The reason is simple - your mortgage is very probably on your home... where you, and maybe your family, live. That's a pretty important place!
Yes, sometimes, if people have a huge capacity to cope with any interest rate increases, or they have a really small mortgage so rates don't affect it as much (say, like a little further advance "pot"), have a portfolio of properties so we can spread risk, or other situations, like a planned move or something, it can be a good thing to have a tracker rate, or a short term fixed rate... but... on the whole... my advice is not to gamble with your family home.
Yes, all fixed rates, even the longer ones of five years or more, DO come to an end, and you might get a higher rate, but, in five years, you've had more time to become more financially established, for inflation to have eroded the value of your mortgage debt, for the mortgage to have reduced, and for your income to have increased with even just inflation-linked increases.
A lot of my income comes from helping you with your re-mortgages / new-deals.
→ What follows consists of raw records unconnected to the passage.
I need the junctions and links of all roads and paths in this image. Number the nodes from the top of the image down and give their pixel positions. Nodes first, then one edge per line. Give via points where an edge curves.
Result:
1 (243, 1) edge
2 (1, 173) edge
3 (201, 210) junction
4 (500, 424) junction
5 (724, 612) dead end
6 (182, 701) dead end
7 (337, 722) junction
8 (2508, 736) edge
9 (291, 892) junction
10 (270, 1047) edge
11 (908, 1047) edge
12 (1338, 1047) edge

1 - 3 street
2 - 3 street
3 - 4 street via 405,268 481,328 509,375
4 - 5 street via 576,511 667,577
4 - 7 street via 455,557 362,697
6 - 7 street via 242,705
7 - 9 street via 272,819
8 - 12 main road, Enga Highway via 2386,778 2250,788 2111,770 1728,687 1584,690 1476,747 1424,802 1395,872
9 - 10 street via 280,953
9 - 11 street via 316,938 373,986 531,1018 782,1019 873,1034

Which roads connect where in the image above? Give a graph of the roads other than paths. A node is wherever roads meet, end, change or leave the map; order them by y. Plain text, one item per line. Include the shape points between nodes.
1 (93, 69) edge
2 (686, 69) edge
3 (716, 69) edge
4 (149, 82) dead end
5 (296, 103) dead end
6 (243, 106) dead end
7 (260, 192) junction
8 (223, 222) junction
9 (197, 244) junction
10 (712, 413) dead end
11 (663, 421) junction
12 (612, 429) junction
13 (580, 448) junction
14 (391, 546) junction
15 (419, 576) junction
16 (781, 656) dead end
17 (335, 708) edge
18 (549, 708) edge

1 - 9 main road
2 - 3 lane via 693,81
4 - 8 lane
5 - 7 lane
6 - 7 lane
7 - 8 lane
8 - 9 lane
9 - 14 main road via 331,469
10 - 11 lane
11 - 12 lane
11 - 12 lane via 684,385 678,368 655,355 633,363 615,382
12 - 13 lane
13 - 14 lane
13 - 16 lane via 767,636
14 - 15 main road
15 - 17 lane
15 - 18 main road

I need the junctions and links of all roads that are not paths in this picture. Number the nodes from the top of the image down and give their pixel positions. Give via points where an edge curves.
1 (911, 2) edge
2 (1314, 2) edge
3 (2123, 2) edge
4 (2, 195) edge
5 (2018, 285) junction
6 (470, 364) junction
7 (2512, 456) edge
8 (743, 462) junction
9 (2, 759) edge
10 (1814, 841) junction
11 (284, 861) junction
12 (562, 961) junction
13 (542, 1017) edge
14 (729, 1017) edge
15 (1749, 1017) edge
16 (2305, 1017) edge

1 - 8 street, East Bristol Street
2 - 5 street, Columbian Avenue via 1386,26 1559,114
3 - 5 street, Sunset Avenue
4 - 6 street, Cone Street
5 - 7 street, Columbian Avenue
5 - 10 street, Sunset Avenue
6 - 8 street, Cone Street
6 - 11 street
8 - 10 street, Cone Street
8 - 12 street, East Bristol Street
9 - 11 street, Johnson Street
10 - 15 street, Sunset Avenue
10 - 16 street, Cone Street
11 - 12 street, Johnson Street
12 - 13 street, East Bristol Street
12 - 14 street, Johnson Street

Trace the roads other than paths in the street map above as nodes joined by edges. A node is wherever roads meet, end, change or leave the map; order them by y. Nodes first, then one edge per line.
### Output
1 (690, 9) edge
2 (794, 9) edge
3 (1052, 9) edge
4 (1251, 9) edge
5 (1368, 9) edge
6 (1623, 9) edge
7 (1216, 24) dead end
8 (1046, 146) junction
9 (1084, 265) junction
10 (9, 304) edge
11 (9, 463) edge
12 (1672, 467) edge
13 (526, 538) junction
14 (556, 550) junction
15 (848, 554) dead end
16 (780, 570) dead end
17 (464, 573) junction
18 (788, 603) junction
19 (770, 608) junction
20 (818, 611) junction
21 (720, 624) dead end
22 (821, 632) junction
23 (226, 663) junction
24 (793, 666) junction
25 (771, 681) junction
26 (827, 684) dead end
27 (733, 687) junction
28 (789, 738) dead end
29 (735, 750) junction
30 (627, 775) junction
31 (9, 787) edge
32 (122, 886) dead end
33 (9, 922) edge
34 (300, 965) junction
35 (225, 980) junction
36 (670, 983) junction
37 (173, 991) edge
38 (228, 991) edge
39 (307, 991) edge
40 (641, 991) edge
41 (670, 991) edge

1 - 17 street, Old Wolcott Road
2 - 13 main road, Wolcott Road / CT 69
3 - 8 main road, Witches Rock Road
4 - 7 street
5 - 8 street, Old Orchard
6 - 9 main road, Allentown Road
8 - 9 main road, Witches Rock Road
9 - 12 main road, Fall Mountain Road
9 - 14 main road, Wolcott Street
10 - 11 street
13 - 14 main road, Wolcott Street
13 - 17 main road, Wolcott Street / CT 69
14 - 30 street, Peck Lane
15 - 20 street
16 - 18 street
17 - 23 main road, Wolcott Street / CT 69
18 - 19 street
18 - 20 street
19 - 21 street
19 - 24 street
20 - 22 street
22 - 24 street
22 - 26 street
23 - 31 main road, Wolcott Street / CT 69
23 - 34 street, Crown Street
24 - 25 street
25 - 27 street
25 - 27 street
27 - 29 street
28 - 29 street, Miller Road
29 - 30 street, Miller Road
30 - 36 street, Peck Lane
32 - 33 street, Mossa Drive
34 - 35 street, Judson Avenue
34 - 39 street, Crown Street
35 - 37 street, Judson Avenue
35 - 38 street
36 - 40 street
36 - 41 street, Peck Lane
Typically, I (or any other adviser - even online ones) will earn commission of:
* About 0.2% on a rate switch with your current lender, so about £200 if you owe £100,000 (Not a fortune, but, covers my costs)
* About 0.35% on a re-mortgage to a new lender, so about £350 if you owe £100,000 (A little more as it's a lot more work for me (or another adviser))
We, advisers, can also charge fees for our advice. Locally, I know of firms charging anywhere between £0 and over £1,000 for re-mortgages. My own fee is £nil for a rate switch for existing clients, and £379 for a residential re-mortgage, so I'm toward the lower end of that scale.... AND... I will generally be suggesting you take a deal which means I won't see you about your mortgage (unless you want to move or something) for five years...
I COULD suggest you take a really short term deal, and earn some more money much sooner... but... I don't do that.
My advice is, always, what I think the best thing is for you. I can't see into the future, nor can I tell you what the right thing is to do, but I can 'advise' you, and you can accept, or reject, my advice... it always comes from a good place, an experienced place, and a place that wants the very best outcome for YOU.
Yes, short term fixed rates CAN mean you save money if rates drop, but, if you can afford it at the current rate, maybe, it might often me the best idea to not risk you NOT being able to afford it in two years if the next plot twist comes sooner than we think.